Diario

Diario de un prodigio (LXIII)

IES Alfonso X El Sabio de Murcia

Casi 30 años después de abandonar esas aulas, hoy he vuelto al que fuera mi instituto. Hace unas semanas, el actual director del centro, por mediación de la secretaria (que es buena amiga y compañera del oficio), me invitó a pronunciar la lección inaugural del curso 2009-10. Acepté encantado.

Confieso que esta mañana, cuando me disponía a entrar en el recinto del IES Alfonso X El Sabio en el que pasé cuatro años de mi adolescencia y juventud, estaba nervioso. Lo confieso porque no había vuelto a él a pesar de que dista de mi trabajo apenas 150 metros. Cierto es que muchas noches atrás he soñado con que volvía a ese instituto, pero como alumno. Tampoco diré que esos sueños derivasen en pesadillas, puesto que mal, del todo mal, no lo pasé.

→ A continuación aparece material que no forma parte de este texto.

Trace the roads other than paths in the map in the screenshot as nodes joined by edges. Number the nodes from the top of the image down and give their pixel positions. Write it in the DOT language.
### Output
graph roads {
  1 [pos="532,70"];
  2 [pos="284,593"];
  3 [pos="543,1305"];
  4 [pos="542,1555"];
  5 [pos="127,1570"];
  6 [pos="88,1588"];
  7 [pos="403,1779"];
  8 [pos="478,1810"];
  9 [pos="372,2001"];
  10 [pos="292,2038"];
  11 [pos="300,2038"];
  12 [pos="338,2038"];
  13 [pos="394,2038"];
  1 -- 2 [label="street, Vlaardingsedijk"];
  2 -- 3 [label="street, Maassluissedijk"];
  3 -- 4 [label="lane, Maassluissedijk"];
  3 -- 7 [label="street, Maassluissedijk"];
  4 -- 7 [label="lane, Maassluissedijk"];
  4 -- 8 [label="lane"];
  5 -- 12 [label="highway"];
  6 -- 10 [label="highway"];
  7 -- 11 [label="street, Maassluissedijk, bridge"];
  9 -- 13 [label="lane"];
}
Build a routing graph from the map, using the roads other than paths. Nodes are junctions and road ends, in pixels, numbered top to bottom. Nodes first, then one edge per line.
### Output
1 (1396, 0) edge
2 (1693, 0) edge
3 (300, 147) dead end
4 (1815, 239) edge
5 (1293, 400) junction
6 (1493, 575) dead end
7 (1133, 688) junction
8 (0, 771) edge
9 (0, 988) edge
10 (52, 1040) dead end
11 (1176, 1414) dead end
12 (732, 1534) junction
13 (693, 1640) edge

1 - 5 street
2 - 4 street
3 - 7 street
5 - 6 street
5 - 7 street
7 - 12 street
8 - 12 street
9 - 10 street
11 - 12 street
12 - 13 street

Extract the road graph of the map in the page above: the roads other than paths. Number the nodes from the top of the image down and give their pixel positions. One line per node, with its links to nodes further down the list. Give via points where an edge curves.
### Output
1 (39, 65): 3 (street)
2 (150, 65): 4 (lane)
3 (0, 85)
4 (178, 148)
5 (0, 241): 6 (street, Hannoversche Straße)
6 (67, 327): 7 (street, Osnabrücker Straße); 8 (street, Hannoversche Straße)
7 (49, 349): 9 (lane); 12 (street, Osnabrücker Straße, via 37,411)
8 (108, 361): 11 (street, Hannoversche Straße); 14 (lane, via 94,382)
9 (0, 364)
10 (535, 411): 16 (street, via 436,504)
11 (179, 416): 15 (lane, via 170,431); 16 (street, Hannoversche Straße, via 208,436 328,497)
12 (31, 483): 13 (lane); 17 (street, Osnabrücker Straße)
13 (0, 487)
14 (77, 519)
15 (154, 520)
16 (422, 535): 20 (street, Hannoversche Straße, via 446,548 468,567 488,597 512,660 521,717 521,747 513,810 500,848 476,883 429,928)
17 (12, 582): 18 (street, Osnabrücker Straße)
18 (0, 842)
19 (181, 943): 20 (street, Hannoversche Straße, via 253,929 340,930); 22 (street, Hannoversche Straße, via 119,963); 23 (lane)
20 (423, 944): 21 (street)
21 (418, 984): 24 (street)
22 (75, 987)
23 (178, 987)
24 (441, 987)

Una vez dentro, he comprobado que algunas cosas han cambiado (cosa normal, en tres décadas transcurridas), si bien otras siguen casi igual. Es el caso del salón de actos donde se ha celebrado la ceremonia de apertura de curso.

A los asistentes les he hablado de La educación y los medios de comunicación. Antes, el director ha tenido palabras de cariño y reconocimiento hacia mi persona, recordando que cuando me llamó por teléfono le dije que “la poca Física y Química que sé me la enseño él”.

Cuando me levanté para desde el atril iniciar mi charla, observé en la primera fila a otro antiguo profesor. Por eso, por guardar un recuerdo grato de sus clases, lo he significado públicamente y he dicho que la Geografía e Historia que yo haya podido aprender en mi vida, me la explicó él. Al acabar el acto, él se ha dirigido a mí, me ha felicitado y me ha dicho que con cosas como las de hoy uno se siente orgulloso de los alumnos a los que impartió enseñanzas. Se le notaba gratificado emocionalmente, de lo cual me alegro.

Es por lo que yo no sé, a estas alturas, si de haber hablado más con ese hombre, yo le hubiese llamado de usted –como hacía en mi Bachillerato– o si le hubiera tuteado. Lo que puedo asegurar es que entonces, en los no fáciles años de la Transición, nadie se cuestionó que los profesores tuvieran que gozar de estatus de autoridad pública. Lo suyo era de cajón y nosotros, los alumnos, teníamos a algunos incluso como modelos a imitar.